Each line of the data below that contains "wrist" must be copied.

#### RECORDED INFORMATION

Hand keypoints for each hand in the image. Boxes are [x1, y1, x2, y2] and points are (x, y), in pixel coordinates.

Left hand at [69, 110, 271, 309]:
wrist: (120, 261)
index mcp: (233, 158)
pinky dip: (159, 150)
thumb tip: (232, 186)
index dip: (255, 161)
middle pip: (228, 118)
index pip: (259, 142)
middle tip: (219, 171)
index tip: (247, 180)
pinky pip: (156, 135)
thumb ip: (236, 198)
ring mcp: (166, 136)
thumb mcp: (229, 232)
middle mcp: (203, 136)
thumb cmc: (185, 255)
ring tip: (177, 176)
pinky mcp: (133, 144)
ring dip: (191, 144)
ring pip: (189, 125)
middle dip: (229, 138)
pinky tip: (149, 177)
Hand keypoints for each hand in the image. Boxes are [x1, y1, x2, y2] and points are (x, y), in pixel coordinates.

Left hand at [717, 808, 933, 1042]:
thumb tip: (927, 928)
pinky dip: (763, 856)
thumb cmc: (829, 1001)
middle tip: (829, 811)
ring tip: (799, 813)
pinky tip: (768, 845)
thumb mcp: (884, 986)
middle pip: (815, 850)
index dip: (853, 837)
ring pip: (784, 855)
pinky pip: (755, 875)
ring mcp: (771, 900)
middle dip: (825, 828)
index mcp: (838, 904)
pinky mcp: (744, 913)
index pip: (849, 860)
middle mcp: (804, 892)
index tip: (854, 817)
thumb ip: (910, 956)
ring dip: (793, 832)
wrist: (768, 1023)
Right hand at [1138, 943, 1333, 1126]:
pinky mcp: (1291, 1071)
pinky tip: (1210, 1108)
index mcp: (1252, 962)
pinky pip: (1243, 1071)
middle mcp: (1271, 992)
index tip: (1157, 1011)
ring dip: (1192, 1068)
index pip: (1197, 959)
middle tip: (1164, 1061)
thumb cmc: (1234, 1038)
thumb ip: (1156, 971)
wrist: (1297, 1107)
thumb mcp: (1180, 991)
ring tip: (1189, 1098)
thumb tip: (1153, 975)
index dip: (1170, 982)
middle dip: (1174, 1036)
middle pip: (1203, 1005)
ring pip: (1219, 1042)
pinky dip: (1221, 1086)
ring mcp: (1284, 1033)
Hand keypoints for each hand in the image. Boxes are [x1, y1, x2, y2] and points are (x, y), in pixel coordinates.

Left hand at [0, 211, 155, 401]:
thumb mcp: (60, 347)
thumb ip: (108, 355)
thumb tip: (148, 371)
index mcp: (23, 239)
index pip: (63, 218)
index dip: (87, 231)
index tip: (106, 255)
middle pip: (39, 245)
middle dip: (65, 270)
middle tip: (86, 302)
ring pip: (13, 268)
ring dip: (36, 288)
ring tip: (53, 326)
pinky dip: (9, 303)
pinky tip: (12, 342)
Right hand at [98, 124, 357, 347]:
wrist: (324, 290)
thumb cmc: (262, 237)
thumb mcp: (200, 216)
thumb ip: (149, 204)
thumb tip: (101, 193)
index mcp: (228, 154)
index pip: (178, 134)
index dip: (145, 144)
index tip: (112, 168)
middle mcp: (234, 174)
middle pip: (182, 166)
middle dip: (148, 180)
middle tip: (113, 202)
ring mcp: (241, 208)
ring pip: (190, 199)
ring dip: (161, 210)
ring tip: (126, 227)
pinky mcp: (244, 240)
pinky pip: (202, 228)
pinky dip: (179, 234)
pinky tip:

########
#### RECORDED INFORMATION

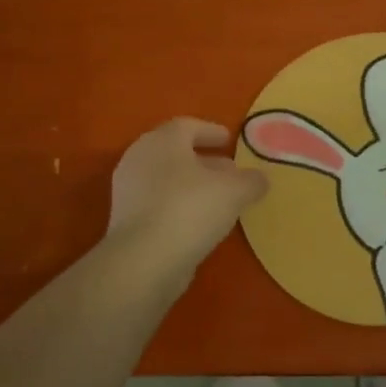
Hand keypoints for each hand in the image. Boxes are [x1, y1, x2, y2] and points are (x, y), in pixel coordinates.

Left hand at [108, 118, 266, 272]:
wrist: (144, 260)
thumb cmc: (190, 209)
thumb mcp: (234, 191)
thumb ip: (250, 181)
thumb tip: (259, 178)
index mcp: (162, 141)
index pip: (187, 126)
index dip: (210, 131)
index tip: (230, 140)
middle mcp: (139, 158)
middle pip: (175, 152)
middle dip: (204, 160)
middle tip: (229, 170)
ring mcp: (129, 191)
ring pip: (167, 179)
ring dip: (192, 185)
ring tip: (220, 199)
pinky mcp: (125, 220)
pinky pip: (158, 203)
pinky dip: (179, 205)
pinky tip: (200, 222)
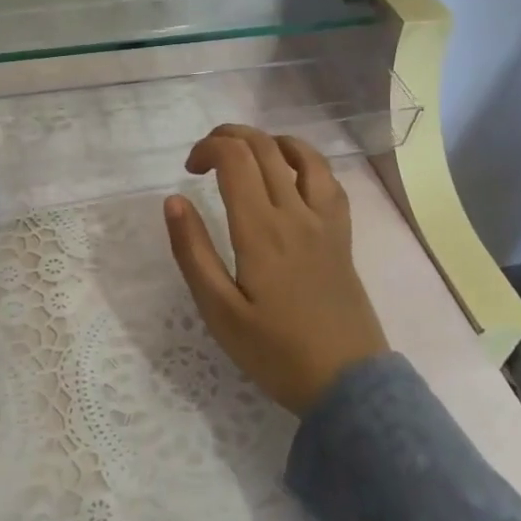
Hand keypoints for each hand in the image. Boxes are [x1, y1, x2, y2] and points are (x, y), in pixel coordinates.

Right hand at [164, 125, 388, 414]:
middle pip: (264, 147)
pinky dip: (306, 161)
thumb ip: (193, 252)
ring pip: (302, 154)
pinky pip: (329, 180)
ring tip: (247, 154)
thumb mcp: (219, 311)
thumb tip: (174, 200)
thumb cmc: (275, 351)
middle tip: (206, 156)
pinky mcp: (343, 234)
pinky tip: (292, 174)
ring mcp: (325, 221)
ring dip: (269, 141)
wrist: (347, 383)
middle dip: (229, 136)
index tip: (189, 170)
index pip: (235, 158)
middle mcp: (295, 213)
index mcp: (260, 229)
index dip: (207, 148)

########
#### RECORDED INFORMATION

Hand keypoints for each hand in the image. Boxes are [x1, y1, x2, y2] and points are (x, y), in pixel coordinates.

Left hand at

########

■ SOLUTION TO THE EXERCISE:
wrist: (120, 261)
wrist: (768, 1023)
wrist: (1297, 1107)
wrist: (324, 290)
wrist: (144, 260)
wrist: (347, 383)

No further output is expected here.